* [Exercise aim] Your task is to retype every entry exactly, omitting nothing.
......
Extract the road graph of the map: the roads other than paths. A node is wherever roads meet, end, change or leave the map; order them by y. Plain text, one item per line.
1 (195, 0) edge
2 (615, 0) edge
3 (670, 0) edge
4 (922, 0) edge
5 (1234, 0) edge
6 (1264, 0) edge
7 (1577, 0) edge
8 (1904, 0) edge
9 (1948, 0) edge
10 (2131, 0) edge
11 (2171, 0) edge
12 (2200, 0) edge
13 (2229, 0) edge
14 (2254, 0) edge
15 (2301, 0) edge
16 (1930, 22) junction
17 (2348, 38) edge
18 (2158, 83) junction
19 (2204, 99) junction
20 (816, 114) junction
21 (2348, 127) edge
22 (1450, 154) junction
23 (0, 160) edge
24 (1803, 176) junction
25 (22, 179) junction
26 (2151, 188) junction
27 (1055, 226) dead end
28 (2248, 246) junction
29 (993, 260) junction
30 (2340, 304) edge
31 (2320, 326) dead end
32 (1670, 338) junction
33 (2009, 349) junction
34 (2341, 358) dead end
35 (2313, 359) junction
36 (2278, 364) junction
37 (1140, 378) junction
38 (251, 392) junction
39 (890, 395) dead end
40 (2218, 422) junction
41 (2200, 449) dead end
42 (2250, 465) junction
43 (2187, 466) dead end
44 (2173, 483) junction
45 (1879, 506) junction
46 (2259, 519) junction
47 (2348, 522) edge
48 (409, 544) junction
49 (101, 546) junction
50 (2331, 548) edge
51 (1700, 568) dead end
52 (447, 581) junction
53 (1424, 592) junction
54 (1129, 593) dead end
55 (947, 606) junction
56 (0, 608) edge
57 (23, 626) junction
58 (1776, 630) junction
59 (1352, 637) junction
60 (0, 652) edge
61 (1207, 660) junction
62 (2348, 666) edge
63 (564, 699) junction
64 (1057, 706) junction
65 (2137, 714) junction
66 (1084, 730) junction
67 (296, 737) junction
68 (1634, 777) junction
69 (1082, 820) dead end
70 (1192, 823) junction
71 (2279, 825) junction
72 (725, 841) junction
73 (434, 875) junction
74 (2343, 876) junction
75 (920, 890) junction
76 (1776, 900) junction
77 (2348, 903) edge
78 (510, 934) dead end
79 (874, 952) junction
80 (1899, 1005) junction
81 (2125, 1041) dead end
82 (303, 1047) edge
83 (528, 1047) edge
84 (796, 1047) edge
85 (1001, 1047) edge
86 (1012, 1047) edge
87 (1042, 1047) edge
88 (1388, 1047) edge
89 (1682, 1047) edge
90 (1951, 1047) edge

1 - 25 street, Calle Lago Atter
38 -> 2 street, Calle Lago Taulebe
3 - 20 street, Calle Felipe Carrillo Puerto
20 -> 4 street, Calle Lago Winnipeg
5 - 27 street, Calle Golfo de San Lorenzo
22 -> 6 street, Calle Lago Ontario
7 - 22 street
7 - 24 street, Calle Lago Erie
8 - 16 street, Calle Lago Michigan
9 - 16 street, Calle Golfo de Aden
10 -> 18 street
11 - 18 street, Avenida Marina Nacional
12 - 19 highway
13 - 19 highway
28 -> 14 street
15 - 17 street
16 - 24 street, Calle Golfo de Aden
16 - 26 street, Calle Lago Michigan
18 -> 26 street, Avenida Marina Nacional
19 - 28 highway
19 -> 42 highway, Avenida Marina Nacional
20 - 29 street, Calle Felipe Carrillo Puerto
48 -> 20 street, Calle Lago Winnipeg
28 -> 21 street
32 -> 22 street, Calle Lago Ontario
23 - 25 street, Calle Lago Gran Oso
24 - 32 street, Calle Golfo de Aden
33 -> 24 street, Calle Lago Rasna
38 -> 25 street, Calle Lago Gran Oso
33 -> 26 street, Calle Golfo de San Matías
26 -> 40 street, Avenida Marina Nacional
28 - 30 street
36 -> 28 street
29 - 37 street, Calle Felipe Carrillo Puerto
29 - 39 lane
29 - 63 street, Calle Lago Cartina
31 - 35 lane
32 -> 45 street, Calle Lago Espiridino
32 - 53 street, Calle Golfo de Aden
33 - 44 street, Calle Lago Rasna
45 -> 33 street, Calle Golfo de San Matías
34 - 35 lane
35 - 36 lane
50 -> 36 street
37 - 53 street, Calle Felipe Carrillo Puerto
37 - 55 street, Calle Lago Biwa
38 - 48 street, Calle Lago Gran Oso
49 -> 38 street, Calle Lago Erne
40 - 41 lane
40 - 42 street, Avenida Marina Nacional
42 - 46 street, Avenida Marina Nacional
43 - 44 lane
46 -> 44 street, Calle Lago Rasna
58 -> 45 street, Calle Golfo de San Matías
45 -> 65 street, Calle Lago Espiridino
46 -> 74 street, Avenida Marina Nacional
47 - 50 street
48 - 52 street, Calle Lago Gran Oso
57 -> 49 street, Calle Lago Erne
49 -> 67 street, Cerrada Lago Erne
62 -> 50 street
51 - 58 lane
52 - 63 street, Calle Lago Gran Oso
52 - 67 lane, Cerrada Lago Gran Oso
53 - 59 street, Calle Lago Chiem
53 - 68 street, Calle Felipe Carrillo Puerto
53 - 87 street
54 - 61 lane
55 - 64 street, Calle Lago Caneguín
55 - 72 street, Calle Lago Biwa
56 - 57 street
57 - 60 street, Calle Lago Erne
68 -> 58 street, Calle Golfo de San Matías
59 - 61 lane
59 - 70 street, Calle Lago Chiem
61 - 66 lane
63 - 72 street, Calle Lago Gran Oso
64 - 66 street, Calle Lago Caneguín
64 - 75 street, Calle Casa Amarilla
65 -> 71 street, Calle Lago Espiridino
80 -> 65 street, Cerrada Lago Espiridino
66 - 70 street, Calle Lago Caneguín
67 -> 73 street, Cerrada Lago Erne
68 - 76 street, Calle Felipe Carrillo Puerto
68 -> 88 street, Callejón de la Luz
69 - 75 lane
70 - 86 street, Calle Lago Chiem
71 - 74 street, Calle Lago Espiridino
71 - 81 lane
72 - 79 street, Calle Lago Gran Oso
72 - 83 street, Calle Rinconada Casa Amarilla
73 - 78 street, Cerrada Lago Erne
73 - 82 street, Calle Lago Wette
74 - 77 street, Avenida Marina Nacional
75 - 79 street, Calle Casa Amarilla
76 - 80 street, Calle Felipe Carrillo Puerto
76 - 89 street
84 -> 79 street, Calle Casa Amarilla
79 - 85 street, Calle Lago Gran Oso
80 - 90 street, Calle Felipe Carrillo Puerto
......
* [Written reply]
Extract the road graph of the map: the roads other than paths. A node is wherever roads meet, end, change or leave the map; order them by y. Plain text, one item per line.
1 (195, 0) edge
2 (615, 0) edge
3 (670, 0) edge
4 (922, 0) edge
5 (1234, 0) edge
6 (1264, 0) edge
7 (1577, 0) edge
8 (1904, 0) edge
9 (1948, 0) edge
10 (2131, 0) edge
11 (2171, 0) edge
12 (2200, 0) edge
13 (2229, 0) edge
14 (2254, 0) edge
15 (2301, 0) edge
16 (1930, 22) junction
17 (2348, 38) edge
18 (2158, 83) junction
19 (2204, 99) junction
20 (816, 114) junction
21 (2348, 127) edge
22 (1450, 154) junction
23 (0, 160) edge
24 (1803, 176) junction
25 (22, 179) junction
26 (2151, 188) junction
27 (1055, 226) dead end
28 (2248, 246) junction
29 (993, 260) junction
30 (2340, 304) edge
31 (2320, 326) dead end
32 (1670, 338) junction
33 (2009, 349) junction
34 (2341, 358) dead end
35 (2313, 359) junction
36 (2278, 364) junction
37 (1140, 378) junction
38 (251, 392) junction
39 (890, 395) dead end
40 (2218, 422) junction
41 (2200, 449) dead end
42 (2250, 465) junction
43 (2187, 466) dead end
44 (2173, 483) junction
45 (1879, 506) junction
46 (2259, 519) junction
47 (2348, 522) edge
48 (409, 544) junction
49 (101, 546) junction
50 (2331, 548) edge
51 (1700, 568) dead end
52 (447, 581) junction
53 (1424, 592) junction
54 (1129, 593) dead end
55 (947, 606) junction
56 (0, 608) edge
57 (23, 626) junction
58 (1776, 630) junction
59 (1352, 637) junction
60 (0, 652) edge
61 (1207, 660) junction
62 (2348, 666) edge
63 (564, 699) junction
64 (1057, 706) junction
65 (2137, 714) junction
66 (1084, 730) junction
67 (296, 737) junction
68 (1634, 777) junction
69 (1082, 820) dead end
70 (1192, 823) junction
71 (2279, 825) junction
72 (725, 841) junction
73 (434, 875) junction
74 (2343, 876) junction
75 (920, 890) junction
76 (1776, 900) junction
77 (2348, 903) edge
78 (510, 934) dead end
79 (874, 952) junction
80 (1899, 1005) junction
81 (2125, 1041) dead end
82 (303, 1047) edge
83 (528, 1047) edge
84 (796, 1047) edge
85 (1001, 1047) edge
86 (1012, 1047) edge
87 (1042, 1047) edge
88 (1388, 1047) edge
89 (1682, 1047) edge
90 (1951, 1047) edge

1 - 25 street, Calle Lago Atter
38 -> 2 street, Calle Lago Taulebe
3 - 20 street, Calle Felipe Carrillo Puerto
20 -> 4 street, Calle Lago Winnipeg
5 - 27 street, Calle Golfo de San Lorenzo
22 -> 6 street, Calle Lago Ontario
7 - 22 street
7 - 24 street, Calle Lago Erie
8 - 16 street, Calle Lago Michigan
9 - 16 street, Calle Golfo de Aden
10 -> 18 street
11 - 18 street, Avenida Marina Nacional
12 - 19 highway
13 - 19 highway
28 -> 14 street
15 - 17 street
16 - 24 street, Calle Golfo de Aden
16 - 26 street, Calle Lago Michigan
18 -> 26 street, Avenida Marina Nacional
19 - 28 highway
19 -> 42 highway, Avenida Marina Nacional
20 - 29 street, Calle Felipe Carrillo Puerto
48 -> 20 street, Calle Lago Winnipeg
28 -> 21 street
32 -> 22 street, Calle Lago Ontario
23 - 25 street, Calle Lago Gran Oso
24 - 32 street, Calle Golfo de Aden
33 -> 24 street, Calle Lago Rasna
38 -> 25 street, Calle Lago Gran Oso
33 -> 26 street, Calle Golfo de San Matías
26 -> 40 street, Avenida Marina Nacional
28 - 30 street
36 -> 28 street
29 - 37 street, Calle Felipe Carrillo Puerto
29 - 39 lane
29 - 63 street, Calle Lago Cartina
31 - 35 lane
32 -> 45 street, Calle Lago Espiridino
32 - 53 street, Calle Golfo de Aden
33 - 44 street, Calle Lago Rasna
45 -> 33 street, Calle Golfo de San Matías
34 - 35 lane
35 - 36 lane
50 -> 36 street
37 - 53 street, Calle Felipe Carrillo Puerto
37 - 55 street, Calle Lago Biwa
38 - 48 street, Calle Lago Gran Oso
49 -> 38 street, Calle Lago Erne
40 - 41 lane
40 - 42 street, Avenida Marina Nacional
42 - 46 street, Avenida Marina Nacional
43 - 44 lane
46 -> 44 street, Calle Lago Rasna
58 -> 45 street, Calle Golfo de San Matías
45 -> 65 street, Calle Lago Espiridino
46 -> 74 street, Avenida Marina Nacional
47 - 50 street
48 - 52 street, Calle Lago Gran Oso
57 -> 49 street, Calle Lago Erne
49 -> 67 street, Cerrada Lago Erne
62 -> 50 street
51 - 58 lane
52 - 63 street, Calle Lago Gran Oso
52 - 67 lane, Cerrada Lago Gran Oso
53 - 59 street, Calle Lago Chiem
53 - 68 street, Calle Felipe Carrillo Puerto
53 - 87 street
54 - 61 lane
55 - 64 street, Calle Lago Caneguín
55 - 72 street, Calle Lago Biwa
56 - 57 street
57 - 60 street, Calle Lago Erne
68 -> 58 street, Calle Golfo de San Matías
59 - 61 lane
59 - 70 street, Calle Lago Chiem
61 - 66 lane
63 - 72 street, Calle Lago Gran Oso
64 - 66 street, Calle Lago Caneguín
64 - 75 street, Calle Casa Amarilla
65 -> 71 street, Calle Lago Espiridino
80 -> 65 street, Cerrada Lago Espiridino
66 - 70 street, Calle Lago Caneguín
67 -> 73 street, Cerrada Lago Erne
68 - 76 street, Calle Felipe Carrillo Puerto
68 -> 88 street, Callejón de la Luz
69 - 75 lane
70 - 86 street, Calle Lago Chiem
71 - 74 street, Calle Lago Espiridino
71 - 81 lane
72 - 79 street, Calle Lago Gran Oso
72 - 83 street, Calle Rinconada Casa Amarilla
73 - 78 street, Cerrada Lago Erne
73 - 82 street, Calle Lago Wette
74 - 77 street, Avenida Marina Nacional
75 - 79 street, Calle Casa Amarilla
76 - 80 street, Calle Felipe Carrillo Puerto
76 - 89 street
84 -> 79 street, Calle Casa Amarilla
79 - 85 street, Calle Lago Gran Oso
80 - 90 street, Calle Felipe Carrillo Puerto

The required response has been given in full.